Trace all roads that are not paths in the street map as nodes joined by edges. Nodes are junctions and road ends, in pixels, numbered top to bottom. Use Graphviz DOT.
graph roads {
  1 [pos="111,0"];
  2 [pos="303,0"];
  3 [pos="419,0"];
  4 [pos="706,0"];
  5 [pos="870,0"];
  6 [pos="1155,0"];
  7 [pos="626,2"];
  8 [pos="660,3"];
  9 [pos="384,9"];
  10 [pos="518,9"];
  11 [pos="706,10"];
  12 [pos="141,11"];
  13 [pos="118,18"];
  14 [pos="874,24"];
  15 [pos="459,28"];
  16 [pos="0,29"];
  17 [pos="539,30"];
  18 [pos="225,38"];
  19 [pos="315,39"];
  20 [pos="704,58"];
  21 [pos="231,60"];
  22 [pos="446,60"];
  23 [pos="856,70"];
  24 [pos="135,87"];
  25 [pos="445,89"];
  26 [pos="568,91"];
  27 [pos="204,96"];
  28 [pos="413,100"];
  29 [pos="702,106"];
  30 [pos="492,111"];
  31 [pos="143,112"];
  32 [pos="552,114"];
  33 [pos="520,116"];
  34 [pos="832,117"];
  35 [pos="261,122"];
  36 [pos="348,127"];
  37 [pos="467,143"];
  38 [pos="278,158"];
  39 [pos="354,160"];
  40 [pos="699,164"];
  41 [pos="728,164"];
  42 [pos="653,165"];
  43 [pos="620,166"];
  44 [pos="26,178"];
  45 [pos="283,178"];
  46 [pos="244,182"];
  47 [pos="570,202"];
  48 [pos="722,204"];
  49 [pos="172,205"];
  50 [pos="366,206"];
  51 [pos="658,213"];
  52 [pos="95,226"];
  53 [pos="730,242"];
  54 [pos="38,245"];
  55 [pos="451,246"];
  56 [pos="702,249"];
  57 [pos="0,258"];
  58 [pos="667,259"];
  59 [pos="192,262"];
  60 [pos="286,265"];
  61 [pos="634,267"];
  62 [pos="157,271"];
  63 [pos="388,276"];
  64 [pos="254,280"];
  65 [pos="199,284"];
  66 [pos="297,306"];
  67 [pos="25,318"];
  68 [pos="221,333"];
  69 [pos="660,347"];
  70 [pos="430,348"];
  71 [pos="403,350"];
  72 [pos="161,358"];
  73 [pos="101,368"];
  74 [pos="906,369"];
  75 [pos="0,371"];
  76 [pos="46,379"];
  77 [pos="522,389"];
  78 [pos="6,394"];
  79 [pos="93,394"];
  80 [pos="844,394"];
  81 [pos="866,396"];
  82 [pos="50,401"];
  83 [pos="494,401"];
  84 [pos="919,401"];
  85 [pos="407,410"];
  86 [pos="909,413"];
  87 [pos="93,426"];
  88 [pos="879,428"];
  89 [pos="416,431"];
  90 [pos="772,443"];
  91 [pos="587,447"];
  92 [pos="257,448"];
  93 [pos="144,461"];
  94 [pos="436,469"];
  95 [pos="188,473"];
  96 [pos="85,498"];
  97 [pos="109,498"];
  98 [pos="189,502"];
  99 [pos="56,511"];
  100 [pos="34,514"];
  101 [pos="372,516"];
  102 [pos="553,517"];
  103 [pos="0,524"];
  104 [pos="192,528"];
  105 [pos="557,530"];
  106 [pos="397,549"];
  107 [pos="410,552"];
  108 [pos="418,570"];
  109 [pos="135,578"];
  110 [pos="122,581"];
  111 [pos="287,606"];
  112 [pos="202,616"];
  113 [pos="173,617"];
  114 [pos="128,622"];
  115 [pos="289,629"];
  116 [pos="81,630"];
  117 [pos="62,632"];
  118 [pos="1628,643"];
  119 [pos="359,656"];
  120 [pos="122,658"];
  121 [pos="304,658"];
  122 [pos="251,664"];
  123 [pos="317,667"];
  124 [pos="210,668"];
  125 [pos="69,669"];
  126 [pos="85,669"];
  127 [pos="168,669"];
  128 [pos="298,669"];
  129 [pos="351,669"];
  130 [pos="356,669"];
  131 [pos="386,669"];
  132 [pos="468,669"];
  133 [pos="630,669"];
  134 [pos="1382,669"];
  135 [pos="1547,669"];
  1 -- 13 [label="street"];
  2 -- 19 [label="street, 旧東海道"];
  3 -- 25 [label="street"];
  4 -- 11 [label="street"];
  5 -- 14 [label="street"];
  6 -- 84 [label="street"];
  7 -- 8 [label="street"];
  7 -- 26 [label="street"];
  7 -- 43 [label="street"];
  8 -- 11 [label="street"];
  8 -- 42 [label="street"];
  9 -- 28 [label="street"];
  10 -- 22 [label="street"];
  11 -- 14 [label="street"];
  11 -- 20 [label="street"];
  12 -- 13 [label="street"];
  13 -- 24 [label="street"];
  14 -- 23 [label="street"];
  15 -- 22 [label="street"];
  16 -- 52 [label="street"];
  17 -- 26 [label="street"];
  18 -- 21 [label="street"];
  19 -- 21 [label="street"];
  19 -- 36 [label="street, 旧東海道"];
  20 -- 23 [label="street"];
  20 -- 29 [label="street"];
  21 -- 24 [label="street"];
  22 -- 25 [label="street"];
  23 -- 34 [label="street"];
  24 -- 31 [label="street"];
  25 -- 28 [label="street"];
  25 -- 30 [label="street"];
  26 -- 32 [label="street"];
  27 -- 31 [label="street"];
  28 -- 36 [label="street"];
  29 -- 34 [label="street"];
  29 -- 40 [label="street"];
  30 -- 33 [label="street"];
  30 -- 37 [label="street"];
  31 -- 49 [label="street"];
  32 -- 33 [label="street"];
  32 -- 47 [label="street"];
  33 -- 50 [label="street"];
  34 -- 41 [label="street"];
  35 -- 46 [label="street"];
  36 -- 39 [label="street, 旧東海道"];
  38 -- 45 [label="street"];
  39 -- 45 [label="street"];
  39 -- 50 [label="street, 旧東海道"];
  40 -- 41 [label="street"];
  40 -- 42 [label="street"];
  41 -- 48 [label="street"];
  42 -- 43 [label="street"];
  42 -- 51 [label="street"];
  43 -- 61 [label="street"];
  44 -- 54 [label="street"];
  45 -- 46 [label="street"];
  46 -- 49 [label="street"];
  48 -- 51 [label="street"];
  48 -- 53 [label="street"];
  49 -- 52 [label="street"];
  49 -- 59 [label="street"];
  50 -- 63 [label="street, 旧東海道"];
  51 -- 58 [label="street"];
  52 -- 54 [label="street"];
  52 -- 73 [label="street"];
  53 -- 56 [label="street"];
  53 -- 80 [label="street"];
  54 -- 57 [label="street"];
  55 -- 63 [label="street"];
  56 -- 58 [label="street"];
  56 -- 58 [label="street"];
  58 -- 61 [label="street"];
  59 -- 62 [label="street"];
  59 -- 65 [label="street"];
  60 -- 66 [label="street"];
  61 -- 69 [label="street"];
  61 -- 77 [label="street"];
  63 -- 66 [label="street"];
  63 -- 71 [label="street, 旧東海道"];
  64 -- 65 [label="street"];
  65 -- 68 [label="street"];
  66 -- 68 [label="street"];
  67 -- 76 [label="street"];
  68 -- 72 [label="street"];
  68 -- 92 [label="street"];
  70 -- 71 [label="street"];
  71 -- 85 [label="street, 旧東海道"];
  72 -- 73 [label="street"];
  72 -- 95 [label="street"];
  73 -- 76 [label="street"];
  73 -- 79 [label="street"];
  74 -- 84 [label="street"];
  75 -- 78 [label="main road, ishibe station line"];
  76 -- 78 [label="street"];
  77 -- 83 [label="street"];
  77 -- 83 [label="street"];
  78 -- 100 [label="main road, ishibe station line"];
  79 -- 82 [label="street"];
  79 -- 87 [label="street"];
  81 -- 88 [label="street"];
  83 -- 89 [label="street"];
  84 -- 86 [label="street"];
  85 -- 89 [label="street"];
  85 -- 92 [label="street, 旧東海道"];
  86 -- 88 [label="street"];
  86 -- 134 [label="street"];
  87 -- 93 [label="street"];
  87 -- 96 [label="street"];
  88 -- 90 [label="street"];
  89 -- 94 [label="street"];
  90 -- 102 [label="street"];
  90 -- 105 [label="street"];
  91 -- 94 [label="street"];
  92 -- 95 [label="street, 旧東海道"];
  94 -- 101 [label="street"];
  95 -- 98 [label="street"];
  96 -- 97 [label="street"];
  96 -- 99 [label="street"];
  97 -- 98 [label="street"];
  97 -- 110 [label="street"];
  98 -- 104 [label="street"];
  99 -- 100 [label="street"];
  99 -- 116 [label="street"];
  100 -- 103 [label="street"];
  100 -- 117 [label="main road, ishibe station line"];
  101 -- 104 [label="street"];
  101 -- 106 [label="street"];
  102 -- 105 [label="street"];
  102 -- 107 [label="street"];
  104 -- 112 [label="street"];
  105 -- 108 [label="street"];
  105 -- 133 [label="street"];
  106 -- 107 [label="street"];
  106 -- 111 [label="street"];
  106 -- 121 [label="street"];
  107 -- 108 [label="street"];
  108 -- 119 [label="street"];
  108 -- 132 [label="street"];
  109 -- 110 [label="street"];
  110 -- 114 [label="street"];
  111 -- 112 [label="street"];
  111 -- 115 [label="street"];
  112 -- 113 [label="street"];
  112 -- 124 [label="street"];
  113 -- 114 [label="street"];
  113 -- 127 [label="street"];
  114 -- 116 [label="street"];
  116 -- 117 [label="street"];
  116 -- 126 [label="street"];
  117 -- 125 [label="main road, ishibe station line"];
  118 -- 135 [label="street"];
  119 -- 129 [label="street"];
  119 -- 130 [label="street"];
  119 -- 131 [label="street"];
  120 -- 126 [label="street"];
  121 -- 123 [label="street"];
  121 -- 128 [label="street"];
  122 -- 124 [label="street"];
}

★ ★ ★ ★ ★ ★ ★

## Requirement
Report how many lines in the data include the word "station", and give nothing but the count.

## Task output
4